··· INFORMATION

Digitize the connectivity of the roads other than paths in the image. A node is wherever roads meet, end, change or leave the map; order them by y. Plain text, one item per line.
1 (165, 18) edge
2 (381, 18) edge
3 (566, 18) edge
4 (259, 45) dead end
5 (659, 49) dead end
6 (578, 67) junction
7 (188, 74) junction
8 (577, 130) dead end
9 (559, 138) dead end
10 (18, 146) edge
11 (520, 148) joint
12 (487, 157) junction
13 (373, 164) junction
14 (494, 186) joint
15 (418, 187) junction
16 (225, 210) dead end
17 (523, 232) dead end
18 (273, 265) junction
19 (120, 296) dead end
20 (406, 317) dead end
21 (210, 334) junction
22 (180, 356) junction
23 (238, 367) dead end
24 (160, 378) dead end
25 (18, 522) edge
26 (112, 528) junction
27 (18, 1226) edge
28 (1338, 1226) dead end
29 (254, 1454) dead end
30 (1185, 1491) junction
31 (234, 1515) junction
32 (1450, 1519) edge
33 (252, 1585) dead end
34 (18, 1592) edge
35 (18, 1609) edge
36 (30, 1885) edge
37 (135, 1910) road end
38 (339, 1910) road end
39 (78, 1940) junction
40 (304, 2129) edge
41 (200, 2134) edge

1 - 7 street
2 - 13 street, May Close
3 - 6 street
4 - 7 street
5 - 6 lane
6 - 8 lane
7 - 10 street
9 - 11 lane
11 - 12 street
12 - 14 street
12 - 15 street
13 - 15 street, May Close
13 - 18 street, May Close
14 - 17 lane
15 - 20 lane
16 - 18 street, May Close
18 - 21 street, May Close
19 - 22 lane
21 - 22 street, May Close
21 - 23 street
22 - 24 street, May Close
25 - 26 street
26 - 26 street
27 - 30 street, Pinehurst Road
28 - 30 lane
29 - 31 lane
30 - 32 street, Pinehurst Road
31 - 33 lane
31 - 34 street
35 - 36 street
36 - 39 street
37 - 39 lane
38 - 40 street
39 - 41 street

······

Working through the records, find each line containing the word "lane" and copy it.

5 - 6 lane
6 - 8 lane
9 - 11 lane
14 - 17 lane
15 - 20 lane
19 - 22 lane
28 - 30 lane
29 - 31 lane
31 - 33 lane
37 - 39 lane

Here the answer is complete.